102 A description of UNEP as a "driving force" appears in Clark, et al. "Acid Rain, Ozone Depletion, and Climate Change: An Historical Overview," 39.

103 AMAP, Arctic Pollution Issues: A State of the Arctic Environment Report, 165.

104 AMAP, Arctic Pollution Issues: A State of the Arctic Environment Report, 166.

105 Edwards, "Representing the Global Atmosphere."

106 Aant and Jan Nolin, Climate As Research and Politics. The Case of Sweden (Göteborg: Institutionen för vetenskapsteori, Göteborgs universitet, 1998).

107 Annika Nilsson, Greenhouse Earth (Chichester: John Wiley & Sons, 1992), 205.

108 Bruno Latour's phrase as cited by Edwards, "Representing the Global Atmosphere," 33.

Even when climate science internationally was increasingly looking at the global climate system, a competing emphasis on climate impacts remained in the United States, where Long and Iles have noted a surge in impact assessments in the early 1970s.109 Most of them focused on short-term climate variability rather than long-term climate change. The effects were in relation to various sectors of society, such as agriculture and the social and economic impacts. By the late 1970s, impacts were increasingly defined in terms of first order impact, which included the physical parameters related directly to climate and second order impact that included effects on ecological systems, agricultural productivity, and property loss. According to Long and Iles, this led to a distribution of different research tasks to different disciplines and a carving out of specific issues in order to facilitate research. Also introduced was a concept of "net impacts, which would take both positive and adverse effects into account."110

According to Weart, the growth in climate research slowed in the 1970s in spite of growing public and scientific interests. But at the international level under the auspices of the WMO, there remained an interest in taking on the issues.
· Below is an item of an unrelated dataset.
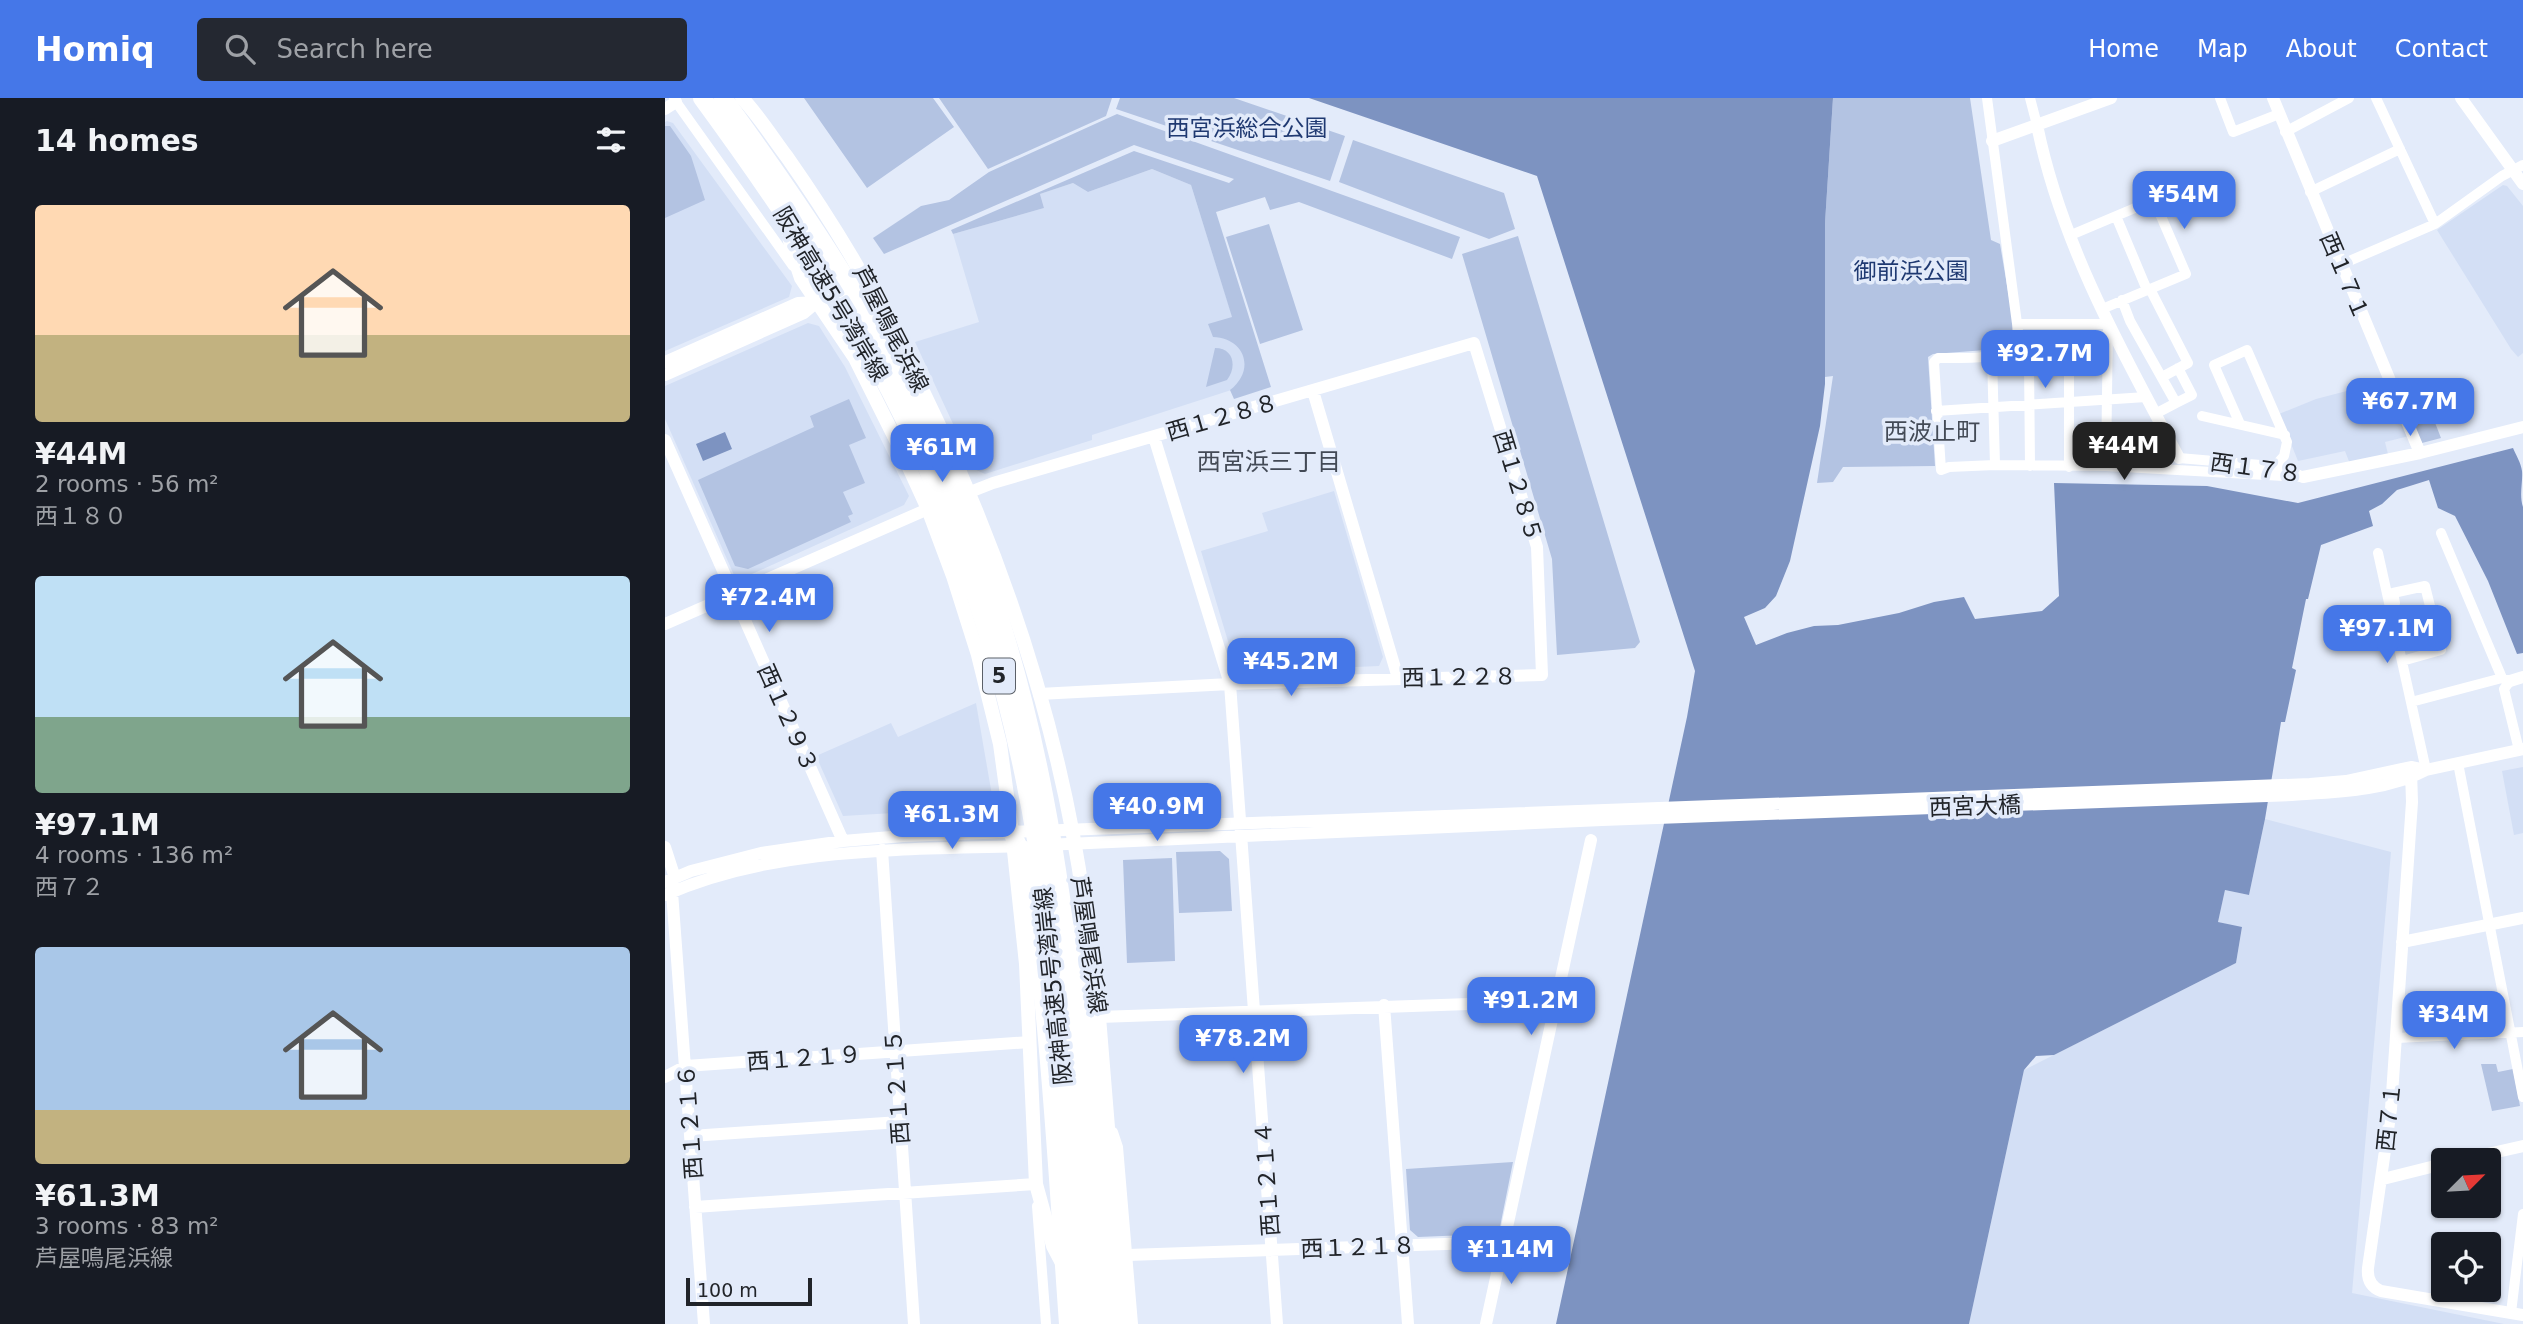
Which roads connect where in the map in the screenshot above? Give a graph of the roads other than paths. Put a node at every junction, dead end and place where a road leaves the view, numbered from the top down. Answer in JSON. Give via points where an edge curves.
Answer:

And in 1978, the scientists' demand for action led to an international workshop on climate issues under the auspices of the WMO and ICSU, which in turn led to the First International Climate Conference in 1979. To prepare for the workshop, a series of review papers were commissioned to assess the state of climate science. Participation in the conference was by invitation and included mostly scientists and government officials. The consensus reached was hardly news and included a statement that there was a clear possibility that an increase in carbon dioxide may result in significant and possibly major long-term changes of the global-scale climate.111 A more substantial outcome was that the WMO, ICSU, and UNEP launched the World Climate Programme.112 This program also included a branch specifically devoted to climate research: the World Climate Research Program (WCRP), which took over tasks previously held by the GARP.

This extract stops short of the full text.